Nobody in the hallway, nobody in the elevator. The lobby was empty, as well, except for the doorman.

She was a smidgen surprised at how easily she’d gotten rid of Nash’s goons. But then again, what else could they have done? Wait for the police and go to jail
for the night when she pressed charges for trespassing and harassment? She lifted her chin and smiled at the doorman. She’d handled this just right. She was pretty proud of herself.

“Going out late, Miss Landon. Should I call a cab?”

“Just stepping out to meet a friend for a second.”

Stanislav, a Polish immigrant who was working to collect money to bring his fiancée over from Poznan, held the door open for her.

She walked up the sidewalk until she was out of his sight, then crossed the empty street and strode into the park.

Still no sign of Mo and Joey. Looked like they’d taken her seriously and cleared out for good. In the morning, she’d call a couple of friends, find a reputable security agency and hire her own men. Who would be right at her back when Nash showed up to demand an explanation, which she was sure he would. He was damned hardheaded. She wasn’t looking forward to that confrontation. And Mike and Dave weren’t the right men to stand up to Nash—she knew that now, as much as she liked those guys. To deal with Nash, she needed someone much tougher.

For a second she thought of him as he’d been with her nearly every second of the Vegas trip, and she wavered. Her uncle and Nash. God, that seemed so far-fetched. But nothing else made sense. And she’d fired Nash’s men now. She was committed to seeing this to the end.

Where on earth was Nash anyway? For all she knew, he was off someplace even now, plotting against her.
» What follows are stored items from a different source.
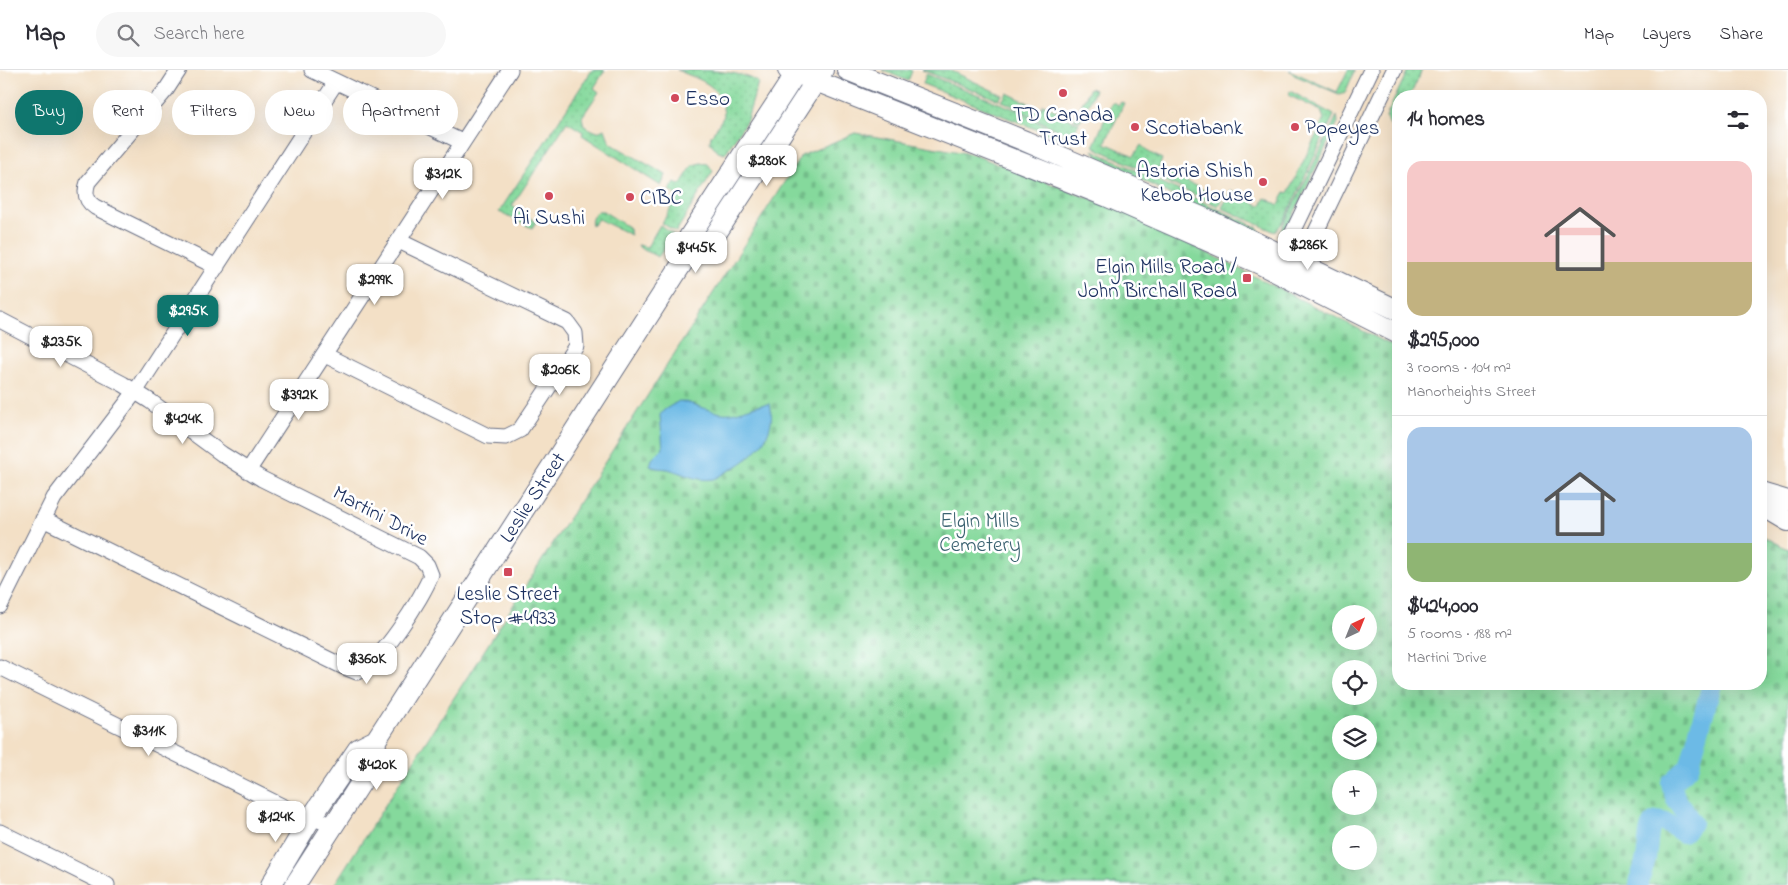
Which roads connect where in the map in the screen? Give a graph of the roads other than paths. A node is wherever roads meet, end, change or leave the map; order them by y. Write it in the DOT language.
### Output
graph roads {
  1 [pos="179,70"];
  2 [pos="312,70"];
  3 [pos="510,70"];
  4 [pos="847,70"];
  5 [pos="1371,70"];
  6 [pos="1394,70"];
  7 [pos="794,71"];
  8 [pos="820,76"];
  9 [pos="336,82"];
  10 [pos="462,142"];
  11 [pos="399,241"];
  12 [pos="689,252"];
  13 [pos="1295,263"];
  14 [pos="217,267"];
  15 [pos="1392,308"];
  16 [pos="0,320"];
  17 [pos="1392,329"];
  18 [pos="324,355"];
  19 [pos="135,392"];
  20 [pos="248,471"];
  21 [pos="1767,495"];
  22 [pos="1788,501"];
  23 [pos="1767,508"];
  24 [pos="43,520"];
  25 [pos="1788,521"];
  26 [pos="0,606"];
  27 [pos="0,667"];
  28 [pos="376,740"];
  29 [pos="311,818"];
  30 [pos="333,825"];
  31 [pos="0,832"];
  32 [pos="107,885"];
  33 [pos="270,885"];
  34 [pos="295,885"];
  1 -- 14 [label="street"];
  2 -- 9 [label="street"];
  3 -- 10 [label="street"];
  4 -- 13 [label="main road"];
  5 -- 13 [label="street"];
  6 -- 13 [label="street"];
  7 -- 8 [label="main road"];
  7 -- 12 [label="main road, Leslie Street"];
  8 -- 12 [label="main road"];
  8 -- 13 [label="main road"];
  9 -- 10 [label="street"];
  9 -- 14 [label="street"];
  10 -- 11 [label="street"];
  11 -- 18 [label="street"];
  11 -- 18 [label="street"];
  12 -- 28 [label="main road, Leslie Street"];
  13 -- 15 [label="main road"];
  13 -- 17 [label="main road"];
  14 -- 19 [label="street"];
  16 -- 19 [label="street, Martini Drive"];
  18 -- 20 [label="street"];
  19 -- 20 [label="street, Martini Drive"];
  19 -- 24 [label="street"];
  20 -- 24 [label="street, Martini Drive"];
  21 -- 22 [label="main road"];
  23 -- 25 [label="main road"];
  24 -- 26 [label="street"];
  27 -- 29 [label="street"];
  28 -- 29 [label="main road, Leslie Street"];
  28 -- 30 [label="main road, Leslie Street"];
  29 -- 30 [label="street"];
  29 -- 33 [label="main road, Leslie Street"];
  30 -- 34 [label="main road, Leslie Street"];
  31 -- 32 [label="street"];
}
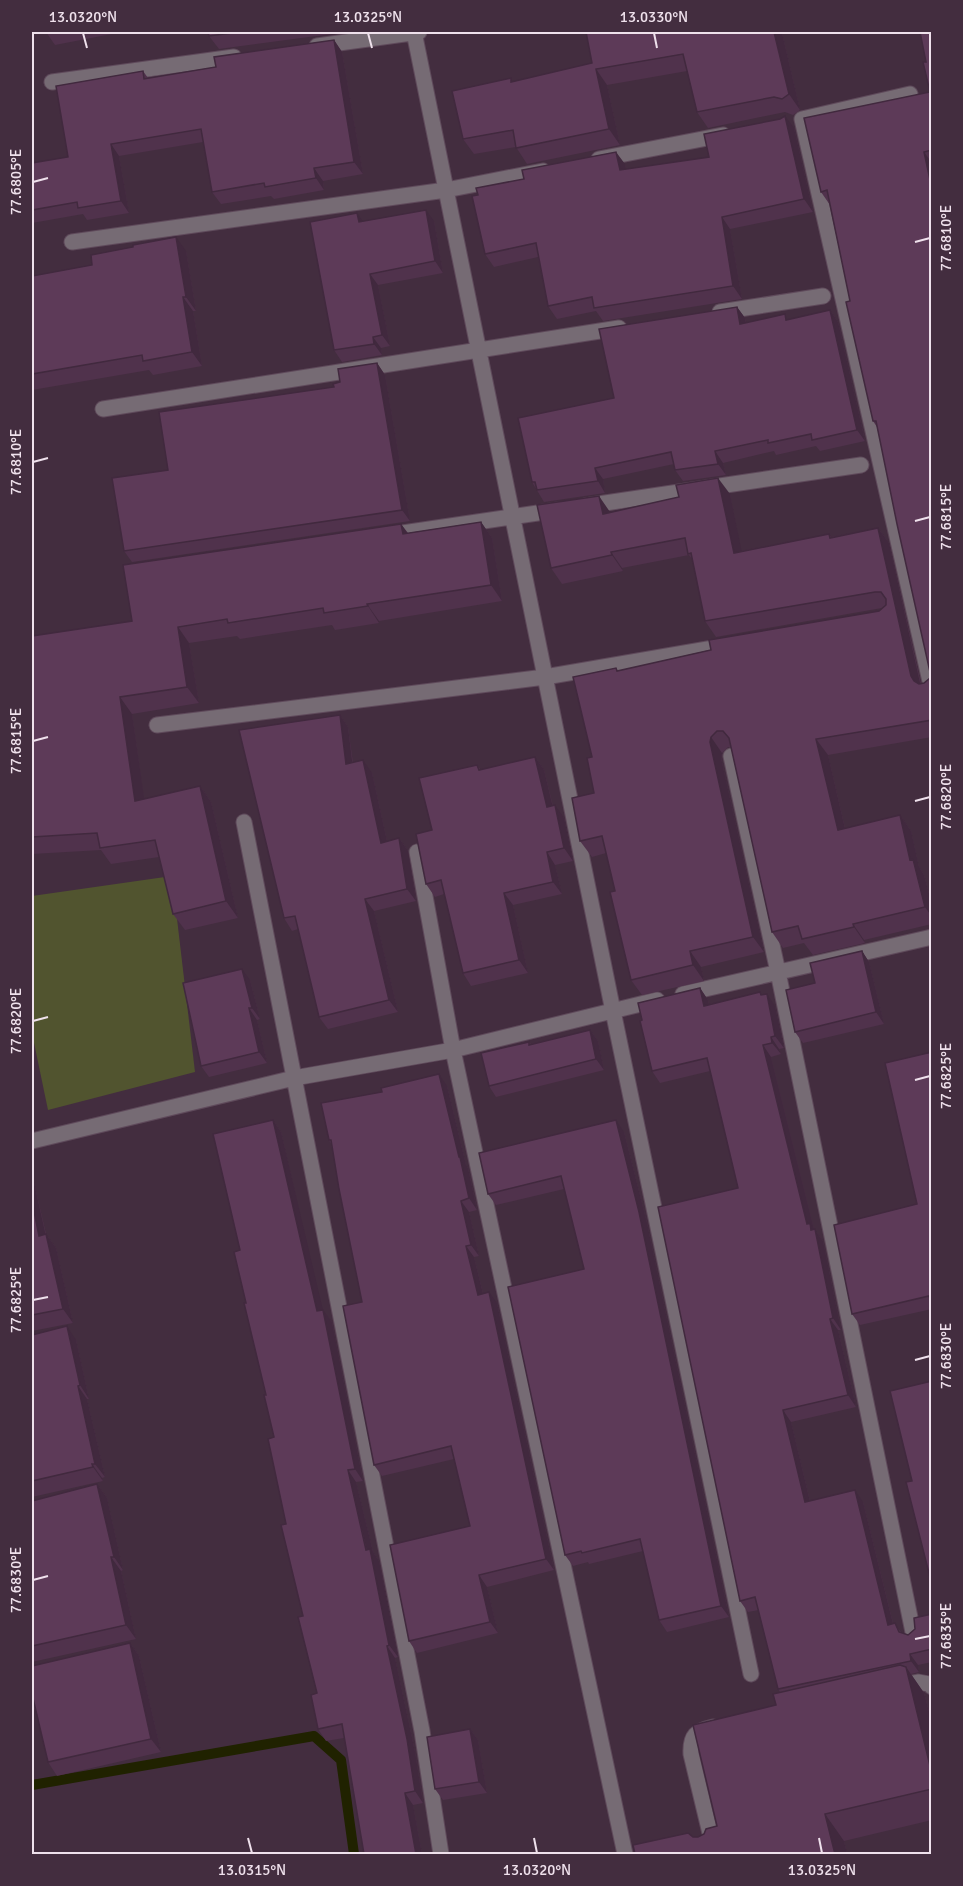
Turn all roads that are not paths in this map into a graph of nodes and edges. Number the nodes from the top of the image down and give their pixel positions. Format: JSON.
{"nodes":[{"id":1,"x":414,"y":32,"type":"edge"},
{"id":2,"x":418,"y":32,"type":"edge"},
{"id":3,"x":299,"y":48,"type":"edge"},
{"id":4,"x":253,"y":54,"type":"edge"},
{"id":5,"x":52,"y":82,"type":"dead end"},
{"id":6,"x":910,"y":94,"type":"edge"},
{"id":7,"x":740,"y":131,"type":"edge"},
{"id":8,"x":587,"y":162,"type":"edge"},
{"id":9,"x":552,"y":169,"type":"edge"},
{"id":10,"x":446,"y":190,"type":"junction"},
{"id":11,"x":72,"y":242,"type":"dead end"},
{"id":12,"x":823,"y":296,"type":"dead end"},
{"id":13,"x":709,"y":314,"type":"edge"},
{"id":14,"x":628,"y":327,"type":"edge"},
{"id":15,"x":479,"y":350,"type":"junction"},
{"id":16,"x":103,"y":410,"type":"dead end"},
{"id":17,"x":861,"y":465,"type":"dead end"},
{"id":18,"x":512,"y":516,"type":"junction"},
{"id":19,"x":371,"y":537,"type":"edge"},
{"id":20,"x":746,"y":642,"type":"edge"},
{"id":21,"x":545,"y":677,"type":"junction"},
{"id":22,"x":932,"y":690,"type":"edge"},
{"id":23,"x":157,"y":725,"type":"dead end"},
{"id":24,"x":731,"y":756,"type":"edge"},
{"id":25,"x":244,"y":822,"type":"dead end"},
{"id":26,"x":417,"y":852,"type":"edge"},
{"id":27,"x":932,"y":937,"type":"edge"},
{"id":28,"x":778,"y":972,"type":"junction"},
{"id":29,"x":613,"y":1011,"type":"junction"},
{"id":30,"x":453,"y":1050,"type":"junction"},
{"id":31,"x":294,"y":1078,"type":"junction"},
{"id":32,"x":32,"y":1141,"type":"edge"},
{"id":33,"x":914,"y":1637,"type":"edge"},
{"id":34,"x":751,"y":1674,"type":"dead end"},
{"id":35,"x":932,"y":1686,"type":"edge"},
{"id":36,"x":885,"y":1689,"type":"edge"},
{"id":37,"x":731,"y":1723,"type":"edge"},
{"id":38,"x":441,"y":1854,"type":"edge"},
{"id":39,"x":625,"y":1854,"type":"edge"},
{"id":40,"x":715,"y":1854,"type":"edge"}],
"edges":[{"from":1,"to":2,"type":"street"},
{"from":1,"to":3,"type":"street"},
{"from":1,"to":10,"type":"street"},
{"from":4,"to":5,"type":"street"},
{"from":6,"to":22,"type":"street"},
{"from":7,"to":8,"type":"street"},
{"from":9,"to":10,"type":"street"},
{"from":10,"to":11,"type":"street"},
{"from":10,"to":15,"type":"street"},
{"from":12,"to":13,"type":"street"},
{"from":14,"to":15,"type":"street"},
{"from":15,"to":16,"type":"street"},
{"from":15,"to":18,"type":"street"},
{"from":17,"to":18,"type":"street"},
{"from":18,"to":19,"type":"street"},
{"from":18,"to":21,"type":"street"},
{"from":20,"to":21,"type":"street"},
{"from":21,"to":23,"type":"street"},
{"from":21,"to":29,"type":"street"},
{"from":24,"to":28,"type":"street"},
{"from":25,"to":31,"type":"street"},
{"from":26,"to":30,"type":"street"},
{"from":27,"to":28,"type":"street"},
{"from":28,"to":29,"type":"street"},
{"from":28,"to":33,"type":"street"},
{"from":29,"to":30,"type":"street"},
{"from":29,"to":34,"type":"street"},
{"from":30,"to":31,"type":"street"},
{"from":30,"to":39,"type":"street"},
{"from":31,"to":32,"type":"street"},
{"from":31,"to":38,"type":"street"},
{"from":35,"to":36,"type":"street"},
{"from":37,"to":40,"type":"street"}]}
She took the main path, the one edged with lights. She
lived in the best part of town, with the highest-priced condominiums, and the park reflected that. The city was quiet and the park even more so, the bushes and trees muffling the noise of the odd car that passed in the distance.

The sound of gravel crunching under her feet seemed deafening and made her head pound harder. The lights over the path were great, but they didn’t reach far into the bushes. Darkness surrounded her.

The first rush of energy was beginning to wear off. And she slowed as she considered that there might be other issues here she hadn’t yet considered. But if she’d waited to think every angle through, Nash would have returned. She wanted this over with, wanted proof in her hands either way before they met again.

She jumped when she heard a noise behind her, or thought she had. There was nothing there when she turned. Her heart beat faster. Okay, Nash or no Nash, it was probably pretty stupid to come out here in the middle of the night.

But it was too late to turn back.

If someone had followed her, without her noticing, and intended to harm her, she would be walking right into his arms. She had to keep going forward. She quickened her pace.

Light wind ruffled the bushes. A car passed on the street now and again. She reached the fountain at the halfway point. The water was shut off at night to save electricity. She didn’t dare slow. She wanted to be out of the damned park. She grabbed the pepper spray in her pocket tighter. Just a little farther. She was almost there.